INPUT DATA
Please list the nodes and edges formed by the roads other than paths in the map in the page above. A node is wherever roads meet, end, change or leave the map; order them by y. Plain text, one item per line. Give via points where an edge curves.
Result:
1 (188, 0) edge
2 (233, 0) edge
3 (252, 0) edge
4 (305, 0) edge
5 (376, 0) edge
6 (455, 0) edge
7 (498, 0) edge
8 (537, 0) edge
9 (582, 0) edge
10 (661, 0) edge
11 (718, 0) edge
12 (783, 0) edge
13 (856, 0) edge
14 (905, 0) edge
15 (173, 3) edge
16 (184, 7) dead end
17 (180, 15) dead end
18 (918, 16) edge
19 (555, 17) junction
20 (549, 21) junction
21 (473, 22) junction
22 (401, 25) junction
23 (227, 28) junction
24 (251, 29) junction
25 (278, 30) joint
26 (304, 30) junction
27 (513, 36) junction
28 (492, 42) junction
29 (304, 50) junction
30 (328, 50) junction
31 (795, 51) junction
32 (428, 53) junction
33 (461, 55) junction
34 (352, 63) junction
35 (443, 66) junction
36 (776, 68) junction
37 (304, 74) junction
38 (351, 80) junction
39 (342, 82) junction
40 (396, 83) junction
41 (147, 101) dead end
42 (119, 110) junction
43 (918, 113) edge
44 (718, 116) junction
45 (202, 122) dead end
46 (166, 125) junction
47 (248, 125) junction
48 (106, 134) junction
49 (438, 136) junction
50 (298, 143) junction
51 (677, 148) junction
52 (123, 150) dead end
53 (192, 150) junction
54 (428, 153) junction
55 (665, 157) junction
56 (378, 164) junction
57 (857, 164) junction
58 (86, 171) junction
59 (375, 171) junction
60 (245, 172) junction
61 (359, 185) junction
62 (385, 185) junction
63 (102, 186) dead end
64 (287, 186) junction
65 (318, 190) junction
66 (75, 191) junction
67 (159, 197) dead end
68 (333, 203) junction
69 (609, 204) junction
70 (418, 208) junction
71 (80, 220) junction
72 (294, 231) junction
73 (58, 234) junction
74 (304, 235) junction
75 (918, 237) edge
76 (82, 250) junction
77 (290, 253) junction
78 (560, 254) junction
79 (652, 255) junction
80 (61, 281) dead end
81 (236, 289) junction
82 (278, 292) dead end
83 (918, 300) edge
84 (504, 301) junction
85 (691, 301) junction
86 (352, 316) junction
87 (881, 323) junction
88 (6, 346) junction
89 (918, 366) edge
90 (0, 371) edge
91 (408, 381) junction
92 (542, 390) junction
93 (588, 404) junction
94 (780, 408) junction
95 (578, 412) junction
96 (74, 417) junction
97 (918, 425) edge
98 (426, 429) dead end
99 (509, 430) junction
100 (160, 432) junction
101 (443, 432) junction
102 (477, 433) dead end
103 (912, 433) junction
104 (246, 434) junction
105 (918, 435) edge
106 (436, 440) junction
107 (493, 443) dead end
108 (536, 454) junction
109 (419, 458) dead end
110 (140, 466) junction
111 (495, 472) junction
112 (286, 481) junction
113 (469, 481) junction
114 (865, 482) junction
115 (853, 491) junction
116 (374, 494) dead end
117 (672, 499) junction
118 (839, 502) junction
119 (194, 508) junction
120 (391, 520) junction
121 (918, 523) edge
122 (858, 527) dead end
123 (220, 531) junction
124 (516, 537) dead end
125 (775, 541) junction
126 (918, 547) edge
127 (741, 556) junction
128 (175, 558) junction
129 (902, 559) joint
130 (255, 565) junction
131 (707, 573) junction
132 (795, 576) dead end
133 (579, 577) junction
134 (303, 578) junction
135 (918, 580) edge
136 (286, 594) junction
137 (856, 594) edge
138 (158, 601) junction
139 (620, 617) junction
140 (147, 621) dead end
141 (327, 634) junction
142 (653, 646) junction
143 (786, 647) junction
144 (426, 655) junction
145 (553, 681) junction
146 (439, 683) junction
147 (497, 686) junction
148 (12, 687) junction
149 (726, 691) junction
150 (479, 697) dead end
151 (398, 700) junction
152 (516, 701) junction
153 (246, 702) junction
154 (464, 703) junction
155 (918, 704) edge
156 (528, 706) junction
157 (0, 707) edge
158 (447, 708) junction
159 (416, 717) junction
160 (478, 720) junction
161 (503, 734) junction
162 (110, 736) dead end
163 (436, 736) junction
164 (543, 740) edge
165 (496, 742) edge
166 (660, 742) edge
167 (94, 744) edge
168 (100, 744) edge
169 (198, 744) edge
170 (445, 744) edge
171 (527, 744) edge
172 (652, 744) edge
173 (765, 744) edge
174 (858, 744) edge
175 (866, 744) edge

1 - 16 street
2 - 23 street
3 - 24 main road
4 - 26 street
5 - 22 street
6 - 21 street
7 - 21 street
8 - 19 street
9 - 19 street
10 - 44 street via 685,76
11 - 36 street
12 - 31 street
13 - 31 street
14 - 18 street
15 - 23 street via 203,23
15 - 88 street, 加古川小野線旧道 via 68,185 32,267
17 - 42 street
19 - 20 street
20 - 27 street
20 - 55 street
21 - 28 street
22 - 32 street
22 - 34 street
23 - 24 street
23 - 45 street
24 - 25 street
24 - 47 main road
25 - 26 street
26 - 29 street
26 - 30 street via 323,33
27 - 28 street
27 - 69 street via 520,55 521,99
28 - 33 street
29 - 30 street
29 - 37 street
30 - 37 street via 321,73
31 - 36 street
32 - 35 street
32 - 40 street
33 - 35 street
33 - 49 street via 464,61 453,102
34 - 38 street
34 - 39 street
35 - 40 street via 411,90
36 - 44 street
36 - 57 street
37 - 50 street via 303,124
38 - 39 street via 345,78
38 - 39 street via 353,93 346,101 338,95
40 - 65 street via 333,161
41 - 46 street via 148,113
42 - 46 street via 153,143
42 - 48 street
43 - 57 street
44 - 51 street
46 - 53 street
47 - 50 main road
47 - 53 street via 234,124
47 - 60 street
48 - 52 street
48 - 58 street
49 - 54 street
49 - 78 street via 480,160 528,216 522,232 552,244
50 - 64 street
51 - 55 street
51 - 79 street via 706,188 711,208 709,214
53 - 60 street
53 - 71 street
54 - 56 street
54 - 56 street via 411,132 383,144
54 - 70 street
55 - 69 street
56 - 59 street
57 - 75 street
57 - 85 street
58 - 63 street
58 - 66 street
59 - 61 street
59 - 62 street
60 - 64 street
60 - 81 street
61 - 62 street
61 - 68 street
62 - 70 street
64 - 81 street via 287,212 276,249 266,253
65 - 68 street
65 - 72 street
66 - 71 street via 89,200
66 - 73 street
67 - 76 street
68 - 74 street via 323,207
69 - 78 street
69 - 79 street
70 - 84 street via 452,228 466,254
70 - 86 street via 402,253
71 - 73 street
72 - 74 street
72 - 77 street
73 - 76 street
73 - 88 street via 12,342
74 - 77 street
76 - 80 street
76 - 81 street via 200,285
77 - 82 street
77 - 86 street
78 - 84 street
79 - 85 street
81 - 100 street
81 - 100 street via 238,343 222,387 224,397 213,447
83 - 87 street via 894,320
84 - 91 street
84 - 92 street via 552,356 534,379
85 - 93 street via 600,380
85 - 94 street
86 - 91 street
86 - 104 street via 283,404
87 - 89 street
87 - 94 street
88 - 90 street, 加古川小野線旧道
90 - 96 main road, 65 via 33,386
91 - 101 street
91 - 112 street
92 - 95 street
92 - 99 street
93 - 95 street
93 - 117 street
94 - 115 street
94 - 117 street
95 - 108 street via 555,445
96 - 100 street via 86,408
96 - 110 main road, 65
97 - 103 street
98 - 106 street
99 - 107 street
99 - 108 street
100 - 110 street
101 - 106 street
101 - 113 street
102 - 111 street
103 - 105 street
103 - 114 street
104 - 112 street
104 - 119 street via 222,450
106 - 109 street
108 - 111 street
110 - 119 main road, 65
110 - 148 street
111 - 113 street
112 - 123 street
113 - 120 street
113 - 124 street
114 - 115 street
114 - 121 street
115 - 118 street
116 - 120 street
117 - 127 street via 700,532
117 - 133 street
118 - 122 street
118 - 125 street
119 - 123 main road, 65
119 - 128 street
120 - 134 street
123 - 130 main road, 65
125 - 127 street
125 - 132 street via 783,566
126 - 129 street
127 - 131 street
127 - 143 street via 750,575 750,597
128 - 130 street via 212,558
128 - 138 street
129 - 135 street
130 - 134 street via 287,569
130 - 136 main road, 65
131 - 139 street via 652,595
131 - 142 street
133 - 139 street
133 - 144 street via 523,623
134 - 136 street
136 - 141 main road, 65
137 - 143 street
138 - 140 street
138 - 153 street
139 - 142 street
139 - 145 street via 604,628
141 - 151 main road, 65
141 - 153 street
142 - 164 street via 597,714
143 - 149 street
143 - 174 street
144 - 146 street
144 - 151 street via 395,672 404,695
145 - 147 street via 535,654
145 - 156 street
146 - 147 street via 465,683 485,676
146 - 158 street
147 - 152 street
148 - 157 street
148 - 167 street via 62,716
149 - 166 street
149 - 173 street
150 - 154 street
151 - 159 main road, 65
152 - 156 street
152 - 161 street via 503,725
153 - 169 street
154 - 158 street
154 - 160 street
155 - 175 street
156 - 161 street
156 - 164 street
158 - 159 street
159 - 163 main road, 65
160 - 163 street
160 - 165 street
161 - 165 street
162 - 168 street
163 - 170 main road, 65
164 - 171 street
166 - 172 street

ACTIVITY
Tallying every line that holds the string "加古川小野線旧道", report the total for the records and nothing else.

FINISHED TASK
2